DIRECTIONS: Without including any images, set down the records below exactly.

Saved data entries:
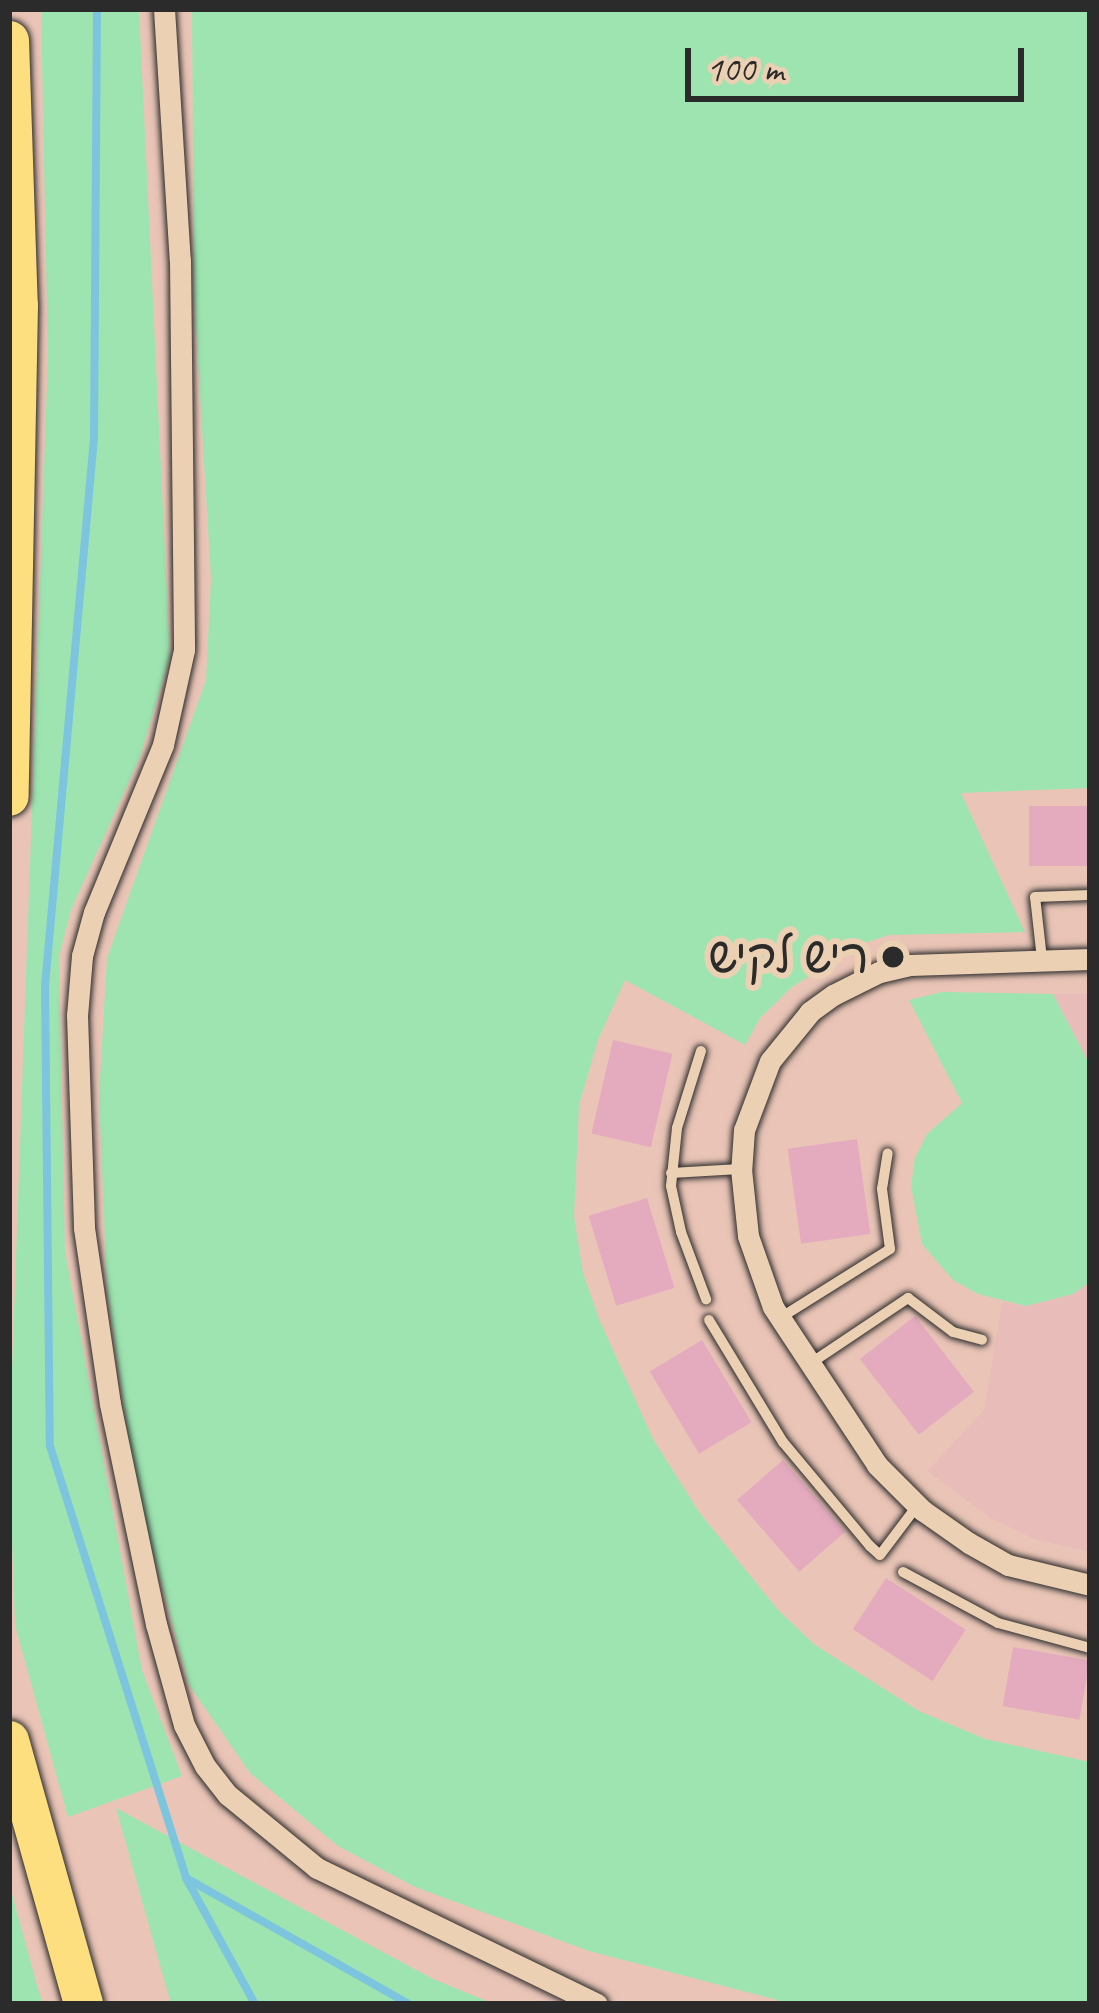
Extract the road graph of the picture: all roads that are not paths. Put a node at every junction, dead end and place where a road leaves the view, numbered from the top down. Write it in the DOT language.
graph roads {
  1 [pos="164,9"];
  2 [pos="9,40"];
  3 [pos="9,796"];
  4 [pos="1090,895"];
  5 [pos="1090,958"];
  6 [pos="1042,961"];
  7 [pos="701,1051"];
  8 [pos="888,1153"];
  9 [pos="741,1168"];
  10 [pos="671,1174"];
  11 [pos="706,1299"];
  12 [pos="780,1318"];
  13 [pos="709,1320"];
  14 [pos="982,1340"];
  15 [pos="808,1365"];
  16 [pos="917,1506"];
  17 [pos="903,1572"];
  18 [pos="1090,1585"];
  19 [pos="1090,1648"];
  20 [pos="9,1740"];
  21 [pos="83,2004"];
  22 [pos="596,2004"];
  1 -- 22 [label="street"];
  2 -- 3 [label="highway"];
  4 -- 6 [label="lane"];
  5 -- 6 [label="street"];
  6 -- 9 [label="street"];
  7 -- 10 [label="lane"];
  8 -- 12 [label="lane"];
  9 -- 10 [label="lane"];
  9 -- 12 [label="street"];
  10 -- 11 [label="lane"];
  12 -- 15 [label="street"];
  13 -- 16 [label="lane"];
  14 -- 15 [label="lane"];
  15 -- 16 [label="street"];
  16 -- 18 [label="street"];
  17 -- 19 [label="lane"];
  20 -- 21 [label="highway"];
}
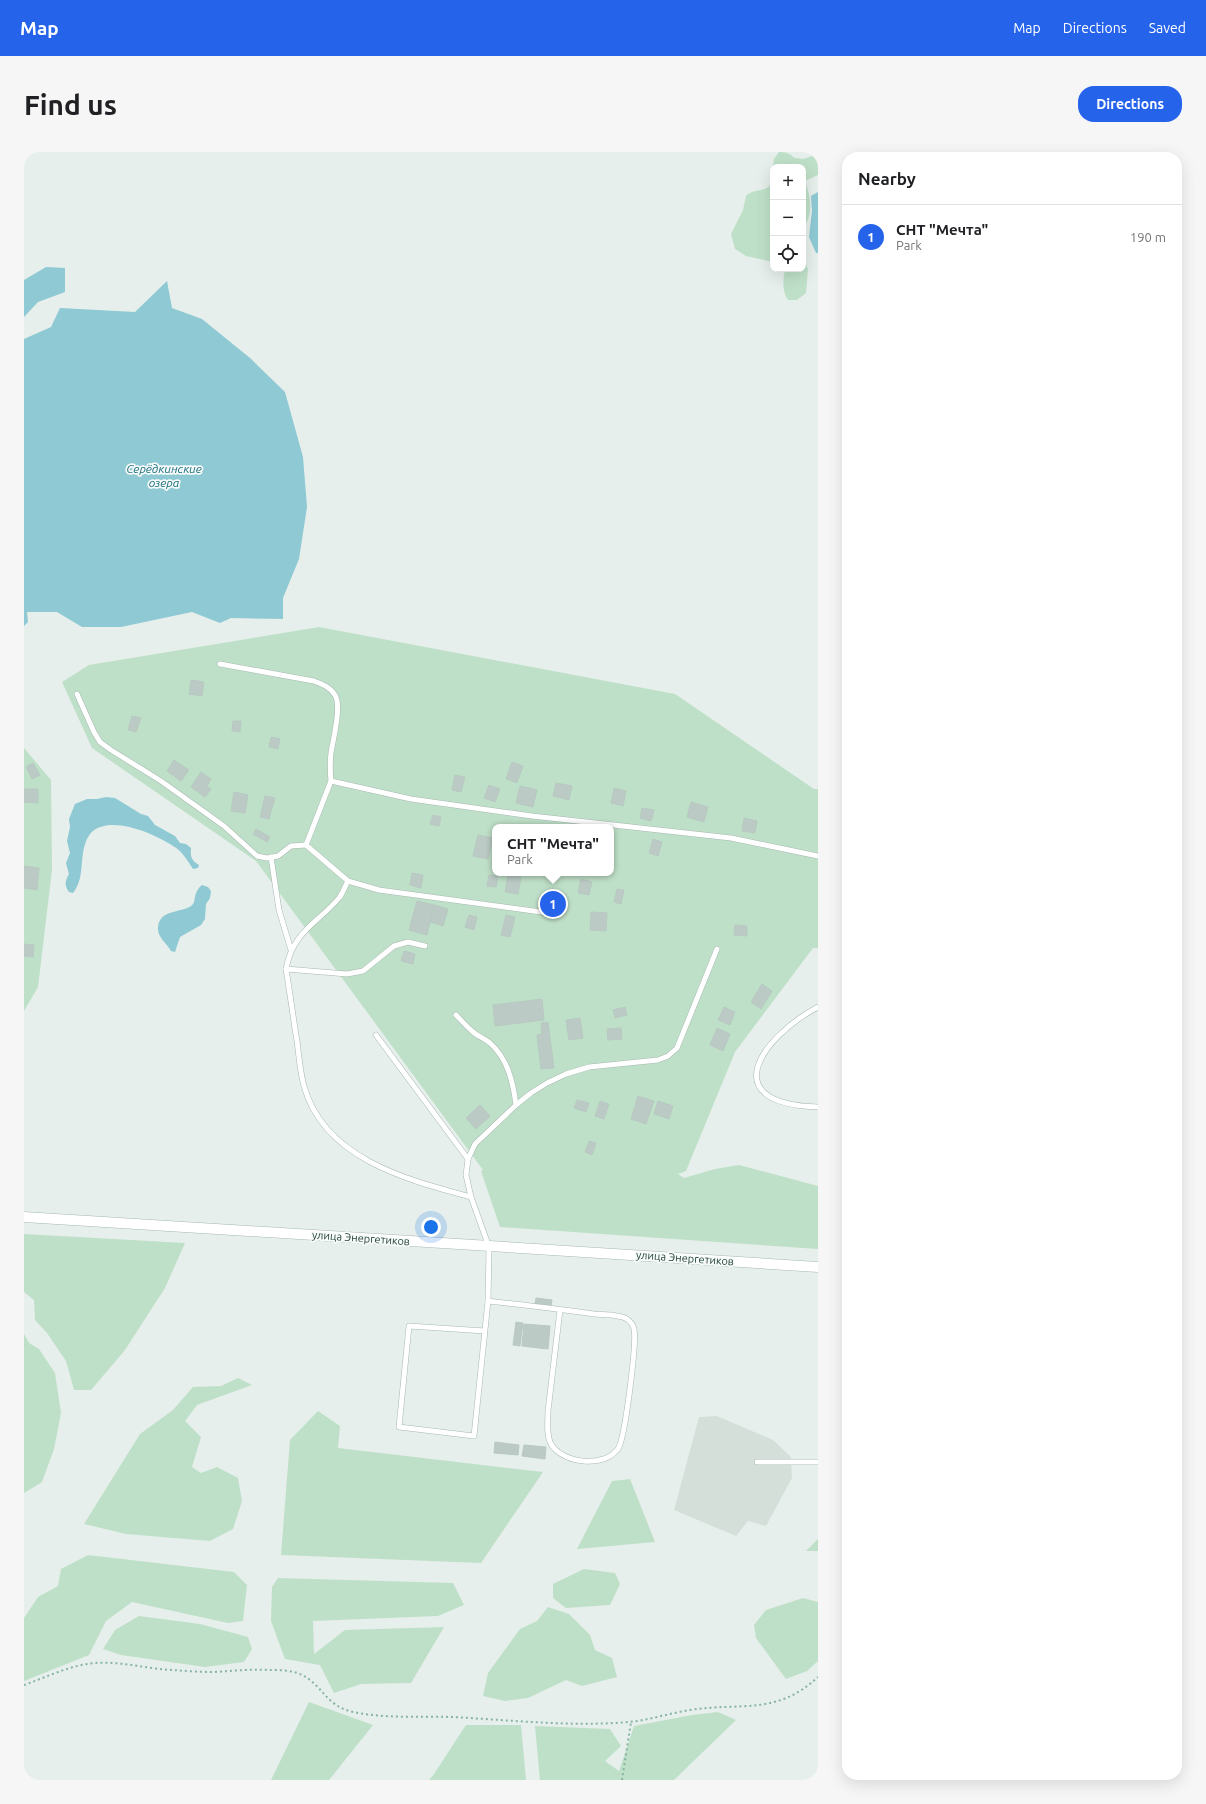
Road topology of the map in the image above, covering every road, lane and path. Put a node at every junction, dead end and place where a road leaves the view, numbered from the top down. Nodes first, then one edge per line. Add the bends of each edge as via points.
1 (220, 664) dead end
2 (77, 694) dead end
3 (331, 781) junction
4 (604, 824) edge
5 (614, 825) edge
6 (306, 845) junction
7 (818, 856) edge
8 (271, 857) junction
9 (348, 881) junction
10 (556, 914) dead end
11 (425, 946) dead end
12 (718, 949) dead end
13 (291, 950) junction
14 (286, 969) junction
15 (818, 1007) edge
16 (456, 1015) dead end
17 (376, 1035) dead end
18 (516, 1105) junction
19 (818, 1107) edge
20 (468, 1159) junction
21 (471, 1198) junction
22 (24, 1217) edge
23 (489, 1247) junction
24 (818, 1267) edge
25 (488, 1301) junction
26 (560, 1310) junction
27 (485, 1331) junction
28 (756, 1462) dead end
29 (818, 1462) edge
30 (818, 1677) edge
31 (24, 1685) edge
32 (631, 1722) junction
33 (622, 1780) edge

1 - 3 lane via 314,681 327,686 336,696 337,705 330,763
2 - 8 lane via 94,732 105,746 161,781 224,826 257,856
3 - 4 lane via 411,799
3 - 6 lane
5 - 7 lane via 731,838
6 - 8 lane via 291,846 278,856
6 - 9 lane
8 - 13 lane via 279,910
9 - 10 lane via 379,890
9 - 13 lane via 340,897 304,931
11 - 14 lane via 408,942 394,946 363,971 347,974
12 - 18 lane via 677,1048 668,1056 658,1060 589,1067 566,1074 531,1093
13 - 14 lane
14 - 21 lane via 304,1087 313,1109 327,1129 361,1157 389,1171
15 - 19 lane via 785,1029 767,1049 758,1064 755,1077 758,1087 769,1097 799,1107
16 - 18 lane via 501,1055 511,1076
17 - 20 lane
18 - 20 lane via 475,1144
20 - 21 lane via 466,1175
21 - 23 lane
22 - 23 street, улица Энергетиков
23 - 24 street, улица Энергетиков
23 - 25 lane
25 - 26 lane
25 - 27 lane
26 - 26 lane via 548,1411 550,1443 558,1452 574,1459 593,1461 608,1458 618,1449 623,1435 634,1350 633,1328 627,1319 622,1317
27 - 27 lane via 410,1326 399,1427 474,1436
28 - 29 lane
30 - 32 path via 804,1689 781,1701 761,1706 690,1710
31 - 32 path via 94,1663 213,1672 246,1668 283,1670 304,1676 332,1704 349,1711 555,1724
32 - 33 path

RESULT FOR THIS TASK:
Extract the road graph of the picture: all roads that are not paths. Put a node at every junction, dead end and place where a road leaves the view, numbered from the top down. Write it in the DOT language.
graph roads {
  1 [pos="164,9"];
  2 [pos="9,40"];
  3 [pos="9,796"];
  4 [pos="1090,895"];
  5 [pos="1090,958"];
  6 [pos="1042,961"];
  7 [pos="701,1051"];
  8 [pos="888,1153"];
  9 [pos="741,1168"];
  10 [pos="671,1174"];
  11 [pos="706,1299"];
  12 [pos="780,1318"];
  13 [pos="709,1320"];
  14 [pos="982,1340"];
  15 [pos="808,1365"];
  16 [pos="917,1506"];
  17 [pos="903,1572"];
  18 [pos="1090,1585"];
  19 [pos="1090,1648"];
  20 [pos="9,1740"];
  21 [pos="83,2004"];
  22 [pos="596,2004"];
  1 -- 22 [label="street"];
  2 -- 3 [label="highway"];
  4 -- 6 [label="lane"];
  5 -- 6 [label="street"];
  6 -- 9 [label="street"];
  7 -- 10 [label="lane"];
  8 -- 12 [label="lane"];
  9 -- 10 [label="lane"];
  9 -- 12 [label="street"];
  10 -- 11 [label="lane"];
  12 -- 15 [label="street"];
  13 -- 16 [label="lane"];
  14 -- 15 [label="lane"];
  15 -- 16 [label="street"];
  16 -- 18 [label="street"];
  17 -- 19 [label="lane"];
  20 -- 21 [label="highway"];
}
Road topology of the map in the image above, covering every road, lane and path. Put a node at every junction, dead end and place where a road leaves the view, numbered from the top down. Nodes first, then one edge per line. Add the bends of each edge as via points.
1 (220, 664) dead end
2 (77, 694) dead end
3 (331, 781) junction
4 (604, 824) edge
5 (614, 825) edge
6 (306, 845) junction
7 (818, 856) edge
8 (271, 857) junction
9 (348, 881) junction
10 (556, 914) dead end
11 (425, 946) dead end
12 (718, 949) dead end
13 (291, 950) junction
14 (286, 969) junction
15 (818, 1007) edge
16 (456, 1015) dead end
17 (376, 1035) dead end
18 (516, 1105) junction
19 (818, 1107) edge
20 (468, 1159) junction
21 (471, 1198) junction
22 (24, 1217) edge
23 (489, 1247) junction
24 (818, 1267) edge
25 (488, 1301) junction
26 (560, 1310) junction
27 (485, 1331) junction
28 (756, 1462) dead end
29 (818, 1462) edge
30 (818, 1677) edge
31 (24, 1685) edge
32 (631, 1722) junction
33 (622, 1780) edge

1 - 3 lane via 314,681 327,686 336,696 337,705 330,763
2 - 8 lane via 94,732 105,746 161,781 224,826 257,856
3 - 4 lane via 411,799
3 - 6 lane
5 - 7 lane via 731,838
6 - 8 lane via 291,846 278,856
6 - 9 lane
8 - 13 lane via 279,910
9 - 10 lane via 379,890
9 - 13 lane via 340,897 304,931
11 - 14 lane via 408,942 394,946 363,971 347,974
12 - 18 lane via 677,1048 668,1056 658,1060 589,1067 566,1074 531,1093
13 - 14 lane
14 - 21 lane via 304,1087 313,1109 327,1129 361,1157 389,1171
15 - 19 lane via 785,1029 767,1049 758,1064 755,1077 758,1087 769,1097 799,1107
16 - 18 lane via 501,1055 511,1076
17 - 20 lane
18 - 20 lane via 475,1144
20 - 21 lane via 466,1175
21 - 23 lane
22 - 23 street, улица Энергетиков
23 - 24 street, улица Энергетиков
23 - 25 lane
25 - 26 lane
25 - 27 lane
26 - 26 lane via 548,1411 550,1443 558,1452 574,1459 593,1461 608,1458 618,1449 623,1435 634,1350 633,1328 627,1319 622,1317
27 - 27 lane via 410,1326 399,1427 474,1436
28 - 29 lane
30 - 32 path via 804,1689 781,1701 761,1706 690,1710
31 - 32 path via 94,1663 213,1672 246,1668 283,1670 304,1676 332,1704 349,1711 555,1724
32 - 33 path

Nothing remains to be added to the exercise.